(Data for review Opens)

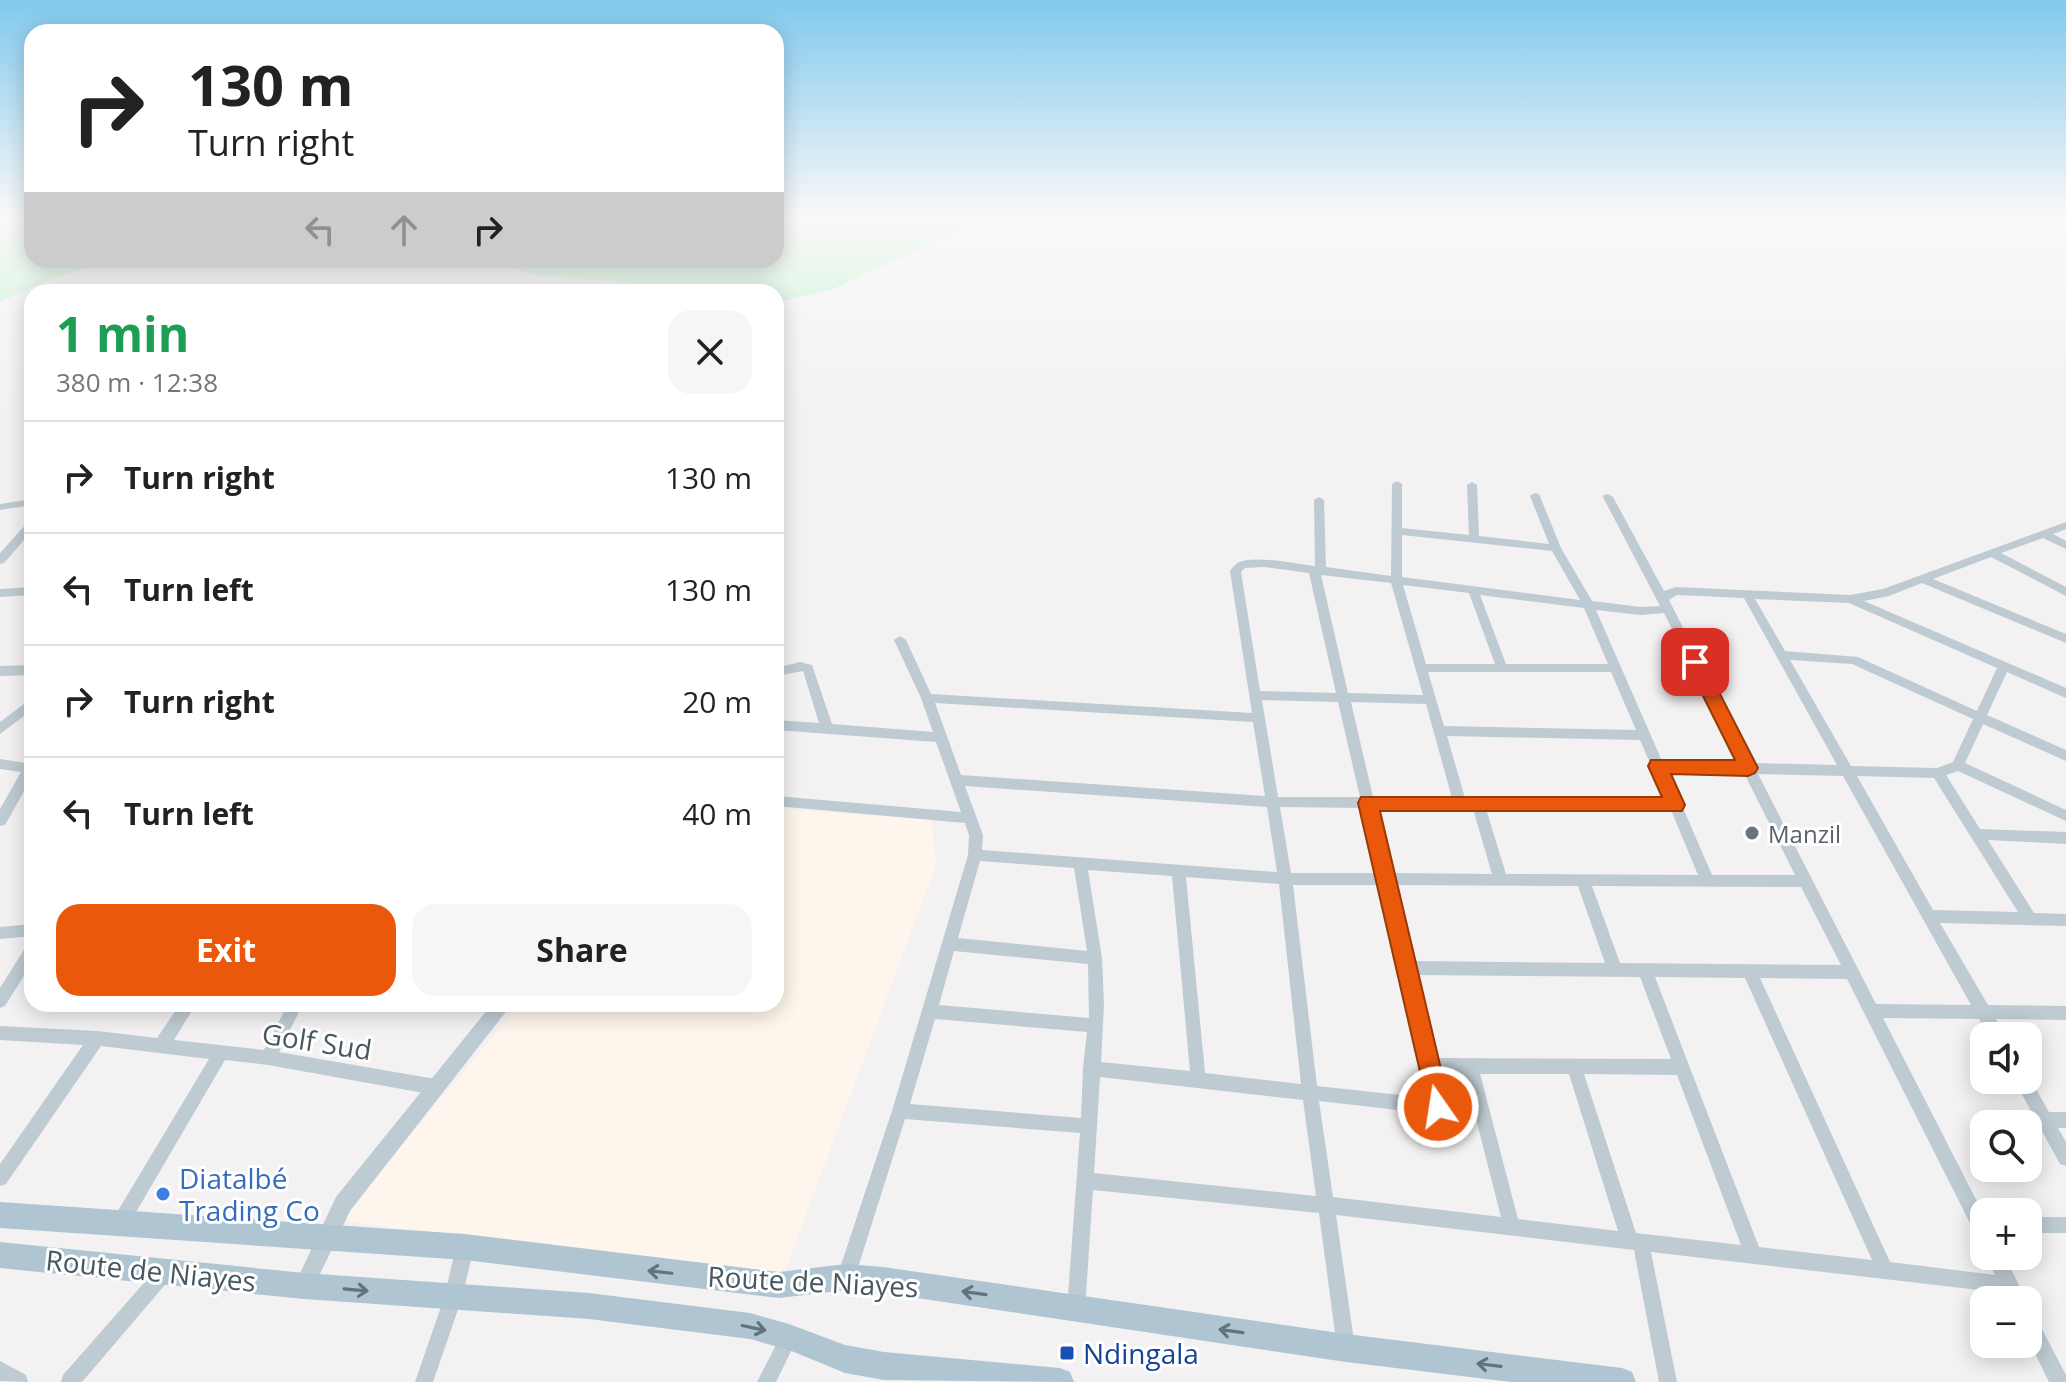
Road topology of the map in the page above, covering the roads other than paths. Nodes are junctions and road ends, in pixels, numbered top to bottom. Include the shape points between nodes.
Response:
1 (1397, 484) dead end
2 (1472, 485) dead end
3 (1535, 496) dead end
4 (1608, 497) dead end
5 (1319, 500) dead end
6 (24, 503) edge
7 (0, 507) edge
8 (2066, 525) edge
9 (1397, 531) junction
10 (2044, 534) junction
11 (24, 538) edge
12 (1474, 539) junction
13 (2066, 545) edge
14 (1556, 548) junction
15 (1993, 554) junction
16 (1, 558) edge
17 (1318, 570) junction
18 (1922, 579) junction
19 (1396, 581) junction
20 (1473, 590) junction
21 (24, 592) edge
22 (2066, 592) edge
23 (0, 593) edge
24 (1748, 596) junction
25 (1850, 599) junction
26 (1665, 604) junction
27 (1588, 605) junction
28 (2066, 639) edge
29 (900, 640) dead end
30 (1781, 655) junction
31 (2004, 666) junction
32 (1421, 668) junction
33 (1502, 668) junction
34 (1615, 668) junction
35 (24, 670) edge
36 (784, 670) edge
37 (0, 671) edge
38 (2066, 693) edge
39 (1255, 695) junction
40 (1343, 697) junction
41 (927, 698) junction
42 (1431, 700) junction
43 (24, 710) edge
44 (1981, 717) junction
45 (1258, 718) junction
46 (784, 725) edge
47 (827, 728) junction
48 (0, 729) edge
49 (1439, 731) junction
50 (1644, 735) junction
51 (940, 737) junction
52 (2066, 756) edge
53 (0, 764) edge
54 (1958, 765) junction
55 (1658, 766) junction
56 (24, 768) edge
57 (1748, 768) junction
58 (1847, 770) junction
59 (1938, 773) junction
60 (956, 780) junction
61 (24, 781) edge
62 (784, 802) edge
63 (1272, 802) junction
64 (1368, 803) junction
65 (1460, 803) junction
66 (1478, 804) junction
67 (1675, 805) junction
68 (2066, 816) edge
69 (970, 818) junction
70 (0, 821) edge
71 (1977, 834) junction
72 (2066, 838) edge
73 (975, 855) junction
74 (1080, 865) junction
75 (1179, 873) junction
76 (1285, 879) junction
77 (1386, 880) junction
78 (1501, 881) junction
79 (1583, 881) junction
80 (1708, 881) junction
81 (1806, 881) junction
82 (1929, 916) junction
83 (2030, 919) junction
84 (2066, 920) edge
85 (24, 931) edge
86 (0, 933) edge
87 (948, 944) junction
88 (1095, 958) junction
89 (24, 963) edge
90 (1406, 968) junction
91 (1615, 970) junction
92 (1645, 971) junction
93 (1749, 971) junction
94 (1852, 972) junction
95 (0, 1001) edge
96 (929, 1011) junction
97 (1871, 1011) junction
98 (184, 1012) edge
99 (292, 1012) edge
100 (496, 1012) edge
101 (1983, 1012) junction
102 (2066, 1013) edge
103 (1989, 1022) edge
104 (1095, 1026) junction
105 (0, 1033) edge
106 (97, 1038) junction
107 (161, 1045) junction
108 (221, 1053) junction
109 (268, 1058) junction
110 (1429, 1066) junction
111 (1470, 1066) junction
112 (1574, 1067) junction
113 (1682, 1067) junction
114 (1091, 1068) junction
115 (1198, 1079) junction
116 (435, 1087) junction
117 (1310, 1091) junction
118 (2030, 1094) edge
119 (1438, 1107) junction
120 (900, 1111) junction
121 (1482, 1112) junction
122 (2045, 1120) junction
123 (2066, 1120) edge
124 (1087, 1126) junction
125 (2066, 1158) edge
126 (0, 1178) edge
127 (1086, 1181) junction
128 (1970, 1203) edge
129 (1326, 1205) junction
130 (0, 1215) edge
131 (119, 1225) junction
132 (2042, 1225) edge
133 (2066, 1225) edge
134 (1512, 1227) junction
135 (326, 1238) junction
136 (1635, 1242) junction
137 (465, 1247) junction
138 (1753, 1255) junction
139 (2, 1258) edge
140 (166, 1270) junction
141 (1885, 1270) junction
142 (846, 1277) junction
143 (304, 1286) junction
144 (1979, 1286) edge
145 (453, 1298) junction
146 (1076, 1309) junction
147 (789, 1337) junction
148 (1346, 1348) junction
149 (2042, 1348) edge
150 (0, 1370) edge
151 (911, 1376) edge
152 (19, 1382) edge
153 (70, 1382) edge
154 (424, 1382) edge
155 (766, 1382) edge
156 (1060, 1382) edge
157 (1622, 1382) edge
158 (1668, 1382) edge
159 (2059, 1382) edge

1 - 9 street
2 - 12 street
3 - 14 street
4 - 26 street
5 - 17 street
6 - 7 street
8 - 10 street
9 - 12 street
9 - 19 street
10 - 13 street
10 - 15 street
11 - 16 street
12 - 14 street
14 - 27 street
15 - 18 street
15 - 22 street
17 - 19 street
17 - 39 street via 1249,563 1235,571
17 - 40 street
18 - 25 street
18 - 28 street
19 - 20 street
19 - 32 street
20 - 27 street
20 - 33 street
21 - 23 street
24 - 25 street
24 - 26 street via 1676,591 1666,595
24 - 30 street
25 - 31 street
26 - 27 street via 1641,611
26 - 57 street
27 - 34 street
29 - 41 street
30 - 44 street via 1854,660
30 - 58 street
31 - 38 street
31 - 44 street
32 - 33 street
32 - 42 street
33 - 34 street
34 - 50 street
35 - 37 street
36 - 47 street via 808,668
39 - 40 street
39 - 45 street
40 - 42 street
40 - 64 street
41 - 45 street
41 - 51 street
42 - 49 street
43 - 48 street
44 - 52 street
44 - 54 street
45 - 63 street
46 - 47 street
47 - 51 street
49 - 50 street
49 - 65 street
50 - 55 street
51 - 60 street
53 - 56 street
54 - 59 street
54 - 68 street
55 - 57 street
55 - 67 street
57 - 58 street
57 - 81 street
58 - 59 street
58 - 82 street
59 - 71 street
60 - 63 street
60 - 69 street
61 - 70 street
62 - 69 street
63 - 64 street
63 - 76 street
64 - 65 street
64 - 77 street
65 - 66 street
66 - 67 street
66 - 78 street
67 - 80 street
69 - 73 street
71 - 72 street
71 - 83 street
73 - 74 street
73 - 87 street
74 - 75 street
74 - 88 street
75 - 76 street
75 - 115 street
76 - 77 street
76 - 117 street
77 - 78 street
77 - 90 street
78 - 79 street
79 - 80 street
79 - 91 street
80 - 81 street
81 - 94 street
82 - 83 street
82 - 101 street
83 - 84 street
85 - 86 street
87 - 88 street
87 - 96 street
88 - 104 street
89 - 95 street
90 - 91 street
90 - 110 street
91 - 92 street
92 - 93 street
92 - 113 street
93 - 94 street
93 - 141 street
94 - 97 street
96 - 104 street
96 - 120 street
97 - 101 street
97 - 128 street
98 - 107 street
99 - 109 street
100 - 116 street
101 - 102 street
101 - 103 street
104 - 114 street
105 - 106 street, Golf Sud
106 - 107 street, Golf Sud
106 - 126 street
107 - 108 street, Golf Sud
108 - 109 street, Golf Sud
108 - 131 street
109 - 116 street, Golf Sud
110 - 111 street
110 - 119 street
111 - 112 street
111 - 121 street
112 - 113 street
112 - 136 street
113 - 138 street
114 - 115 street
114 - 124 street
115 - 117 street
116 - 135 street via 343,1204
117 - 119 street
117 - 129 street
118 - 122 street
119 - 121 street
120 - 124 street
120 - 142 street
121 - 134 street
122 - 123 street
122 - 125 street
124 - 127 street
127 - 129 street
127 - 146 street
129 - 134 street
129 - 148 street
130 - 131 main road, Route de Niayes
131 - 135 main road, Route de Niayes
132 - 133 street
134 - 136 street
135 - 137 main road, Route de Niayes
135 - 143 street
136 - 138 street
136 - 158 street
142 -> 137 main road, Route de Niayes via 779,1285
137 - 145 street
138 - 141 street
139 - 140 main road, Route de Niayes
140 - 143 main road, Route de Niayes
140 - 153 street
141 - 144 street
146 -> 142 main road, Route de Niayes
143 -> 145 main road, Route de Niayes
145 -> 147 main road, Route de Niayes via 589,1306 750,1326
145 - 154 street
148 -> 146 main road, Route de Niayes
147 - 151 main road, Route de Niayes
147 - 155 street
157 -> 148 main road, Route de Niayes
149 - 159 street
150 - 152 street
151 - 156 main road, Route de Niayes via 999,1374

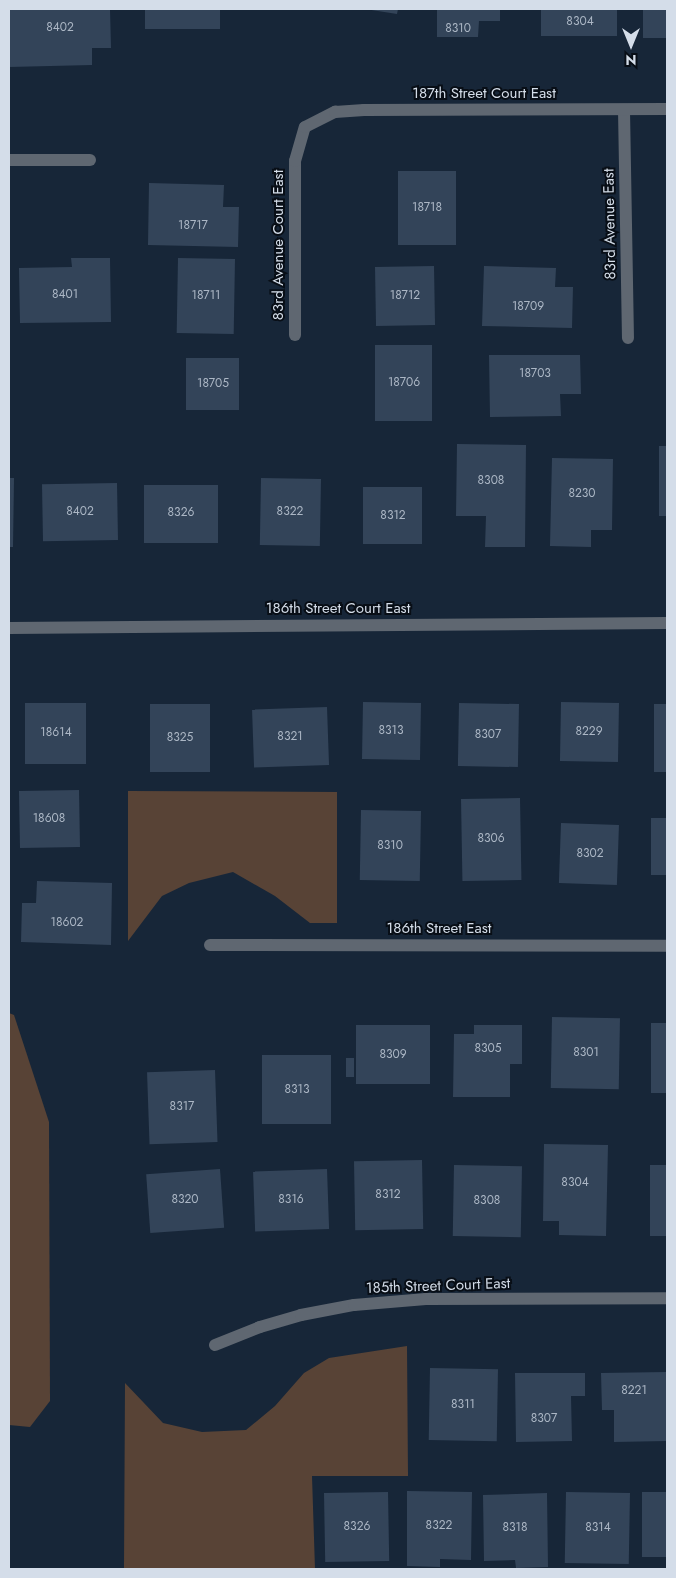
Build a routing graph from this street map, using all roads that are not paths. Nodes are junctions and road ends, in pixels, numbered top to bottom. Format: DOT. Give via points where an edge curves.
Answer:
graph roads {
  1 [pos="667,109"];
  2 [pos="624,110"];
  3 [pos="305,127"];
  4 [pos="9,160"];
  5 [pos="90,160"];
  6 [pos="295,335"];
  7 [pos="628,338"];
  8 [pos="667,624"];
  9 [pos="9,628"];
  10 [pos="210,945"];
  11 [pos="667,946"];
  12 [pos="667,1298"];
  13 [pos="215,1345"];
  1 -- 2 [label="street, 187th Street Court East"];
  2 -- 3 [label="street, 187th Street Court East" via="364,110 334,112"];
  2 -- 7 [label="street, 83rd Avenue East"];
  3 -- 6 [label="street, 83rd Avenue Court East" via="295,161"];
  4 -- 5 [label="street"];
  8 -- 9 [label="street, 186th Street Court East"];
  10 -- 11 [label="street, 186th Street East"];
  12 -- 13 [label="street, 185th Street Court East" via="426,1299 354,1306 260,1327"];
}
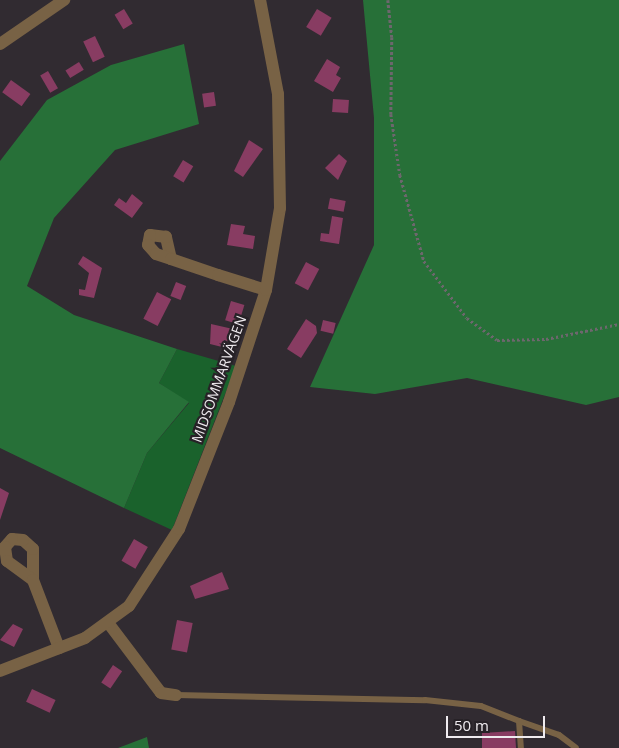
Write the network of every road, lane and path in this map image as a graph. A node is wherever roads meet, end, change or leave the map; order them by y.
1 (64, 0) edge
2 (260, 0) edge
3 (388, 0) edge
4 (0, 44) edge
5 (171, 259) dead end
6 (266, 290) junction
7 (619, 324) edge
8 (33, 580) dead end
9 (109, 624) junction
10 (59, 648) junction
11 (0, 671) edge
12 (176, 695) joint
13 (519, 721) junction
14 (521, 748) edge
15 (576, 748) edge

1 - 4 street
2 - 6 street, MIDSOMMARVÄGEN
3 - 7 path
5 - 6 street
6 - 9 street, MIDSOMMARVÄGEN
8 - 10 street
9 - 10 street, MIDSOMMARVÄGEN
9 - 12 street
10 - 11 street, MIDSOMMARVÄGEN
12 - 13 lane
13 - 14 lane
13 - 15 lane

(Data for review Closes)

▶ What is expected
If a line in the material above holds "dead", copy it.

▶ Solution for this problem
1 (1397, 484) dead end
2 (1472, 485) dead end
3 (1535, 496) dead end
4 (1608, 497) dead end
5 (1319, 500) dead end
29 (900, 640) dead end
5 (171, 259) dead end
8 (33, 580) dead end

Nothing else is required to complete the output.